About this task:
Show all the lines in the data below that include the word "wrist".

(Data items)
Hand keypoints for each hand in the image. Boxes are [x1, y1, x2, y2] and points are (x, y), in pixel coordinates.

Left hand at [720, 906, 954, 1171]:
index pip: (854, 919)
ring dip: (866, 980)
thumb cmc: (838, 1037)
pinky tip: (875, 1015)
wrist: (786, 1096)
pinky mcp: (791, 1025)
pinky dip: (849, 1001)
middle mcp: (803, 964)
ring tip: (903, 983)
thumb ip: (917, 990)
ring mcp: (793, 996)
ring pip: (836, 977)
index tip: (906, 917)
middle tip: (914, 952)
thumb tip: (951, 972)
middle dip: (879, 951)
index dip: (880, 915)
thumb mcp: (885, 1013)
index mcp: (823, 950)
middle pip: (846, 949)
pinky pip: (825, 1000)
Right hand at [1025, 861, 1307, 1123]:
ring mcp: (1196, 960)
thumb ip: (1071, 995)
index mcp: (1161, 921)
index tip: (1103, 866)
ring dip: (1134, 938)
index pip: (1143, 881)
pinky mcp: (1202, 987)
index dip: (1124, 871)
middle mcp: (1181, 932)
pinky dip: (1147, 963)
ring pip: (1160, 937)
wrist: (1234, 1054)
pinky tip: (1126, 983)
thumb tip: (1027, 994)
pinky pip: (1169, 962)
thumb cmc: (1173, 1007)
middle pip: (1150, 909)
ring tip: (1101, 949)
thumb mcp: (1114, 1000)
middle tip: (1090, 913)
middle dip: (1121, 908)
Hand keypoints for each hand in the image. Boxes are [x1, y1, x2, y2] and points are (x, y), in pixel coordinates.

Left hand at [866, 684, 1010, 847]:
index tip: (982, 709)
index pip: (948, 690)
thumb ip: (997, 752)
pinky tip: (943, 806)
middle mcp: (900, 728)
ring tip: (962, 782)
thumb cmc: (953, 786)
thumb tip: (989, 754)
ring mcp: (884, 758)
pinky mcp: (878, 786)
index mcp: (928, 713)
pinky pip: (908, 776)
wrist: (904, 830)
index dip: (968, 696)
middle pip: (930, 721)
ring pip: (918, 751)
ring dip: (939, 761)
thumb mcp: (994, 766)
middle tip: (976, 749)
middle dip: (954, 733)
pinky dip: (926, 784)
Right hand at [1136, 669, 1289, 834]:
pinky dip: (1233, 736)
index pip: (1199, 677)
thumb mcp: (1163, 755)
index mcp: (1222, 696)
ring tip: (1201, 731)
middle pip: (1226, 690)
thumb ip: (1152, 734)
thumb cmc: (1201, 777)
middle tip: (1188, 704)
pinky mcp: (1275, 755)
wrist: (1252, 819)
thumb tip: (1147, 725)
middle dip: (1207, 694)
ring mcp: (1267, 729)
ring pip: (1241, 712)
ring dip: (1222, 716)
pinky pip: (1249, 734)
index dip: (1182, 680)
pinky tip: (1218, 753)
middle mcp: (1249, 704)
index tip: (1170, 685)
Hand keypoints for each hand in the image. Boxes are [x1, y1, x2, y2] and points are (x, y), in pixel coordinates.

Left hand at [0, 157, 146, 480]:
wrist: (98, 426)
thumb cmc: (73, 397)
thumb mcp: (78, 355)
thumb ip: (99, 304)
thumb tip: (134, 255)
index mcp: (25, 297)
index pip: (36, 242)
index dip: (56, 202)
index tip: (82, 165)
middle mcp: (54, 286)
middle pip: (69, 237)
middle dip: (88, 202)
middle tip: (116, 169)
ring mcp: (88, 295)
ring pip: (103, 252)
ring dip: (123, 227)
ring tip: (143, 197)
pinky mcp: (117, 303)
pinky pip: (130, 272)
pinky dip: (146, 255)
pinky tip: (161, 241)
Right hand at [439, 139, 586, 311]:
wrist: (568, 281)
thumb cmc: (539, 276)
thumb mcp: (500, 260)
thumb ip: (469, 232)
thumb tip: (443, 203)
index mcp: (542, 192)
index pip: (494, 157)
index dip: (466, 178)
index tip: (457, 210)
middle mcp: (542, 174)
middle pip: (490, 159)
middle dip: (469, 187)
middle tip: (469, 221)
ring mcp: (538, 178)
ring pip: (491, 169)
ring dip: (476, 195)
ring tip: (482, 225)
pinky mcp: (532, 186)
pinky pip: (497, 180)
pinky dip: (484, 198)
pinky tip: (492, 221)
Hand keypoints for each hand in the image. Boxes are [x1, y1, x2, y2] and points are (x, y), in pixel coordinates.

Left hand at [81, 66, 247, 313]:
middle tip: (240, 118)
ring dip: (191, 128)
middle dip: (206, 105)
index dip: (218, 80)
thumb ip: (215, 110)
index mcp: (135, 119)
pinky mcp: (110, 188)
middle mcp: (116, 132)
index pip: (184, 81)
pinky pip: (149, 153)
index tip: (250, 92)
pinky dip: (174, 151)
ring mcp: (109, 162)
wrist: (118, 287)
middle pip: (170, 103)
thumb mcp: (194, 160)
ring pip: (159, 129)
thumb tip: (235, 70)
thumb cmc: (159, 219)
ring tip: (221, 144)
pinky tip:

Solution to the problem:
wrist: (786, 1096)
wrist: (1234, 1054)
wrist: (904, 830)
wrist: (1252, 819)
wrist: (98, 426)
wrist: (568, 281)
wrist: (118, 287)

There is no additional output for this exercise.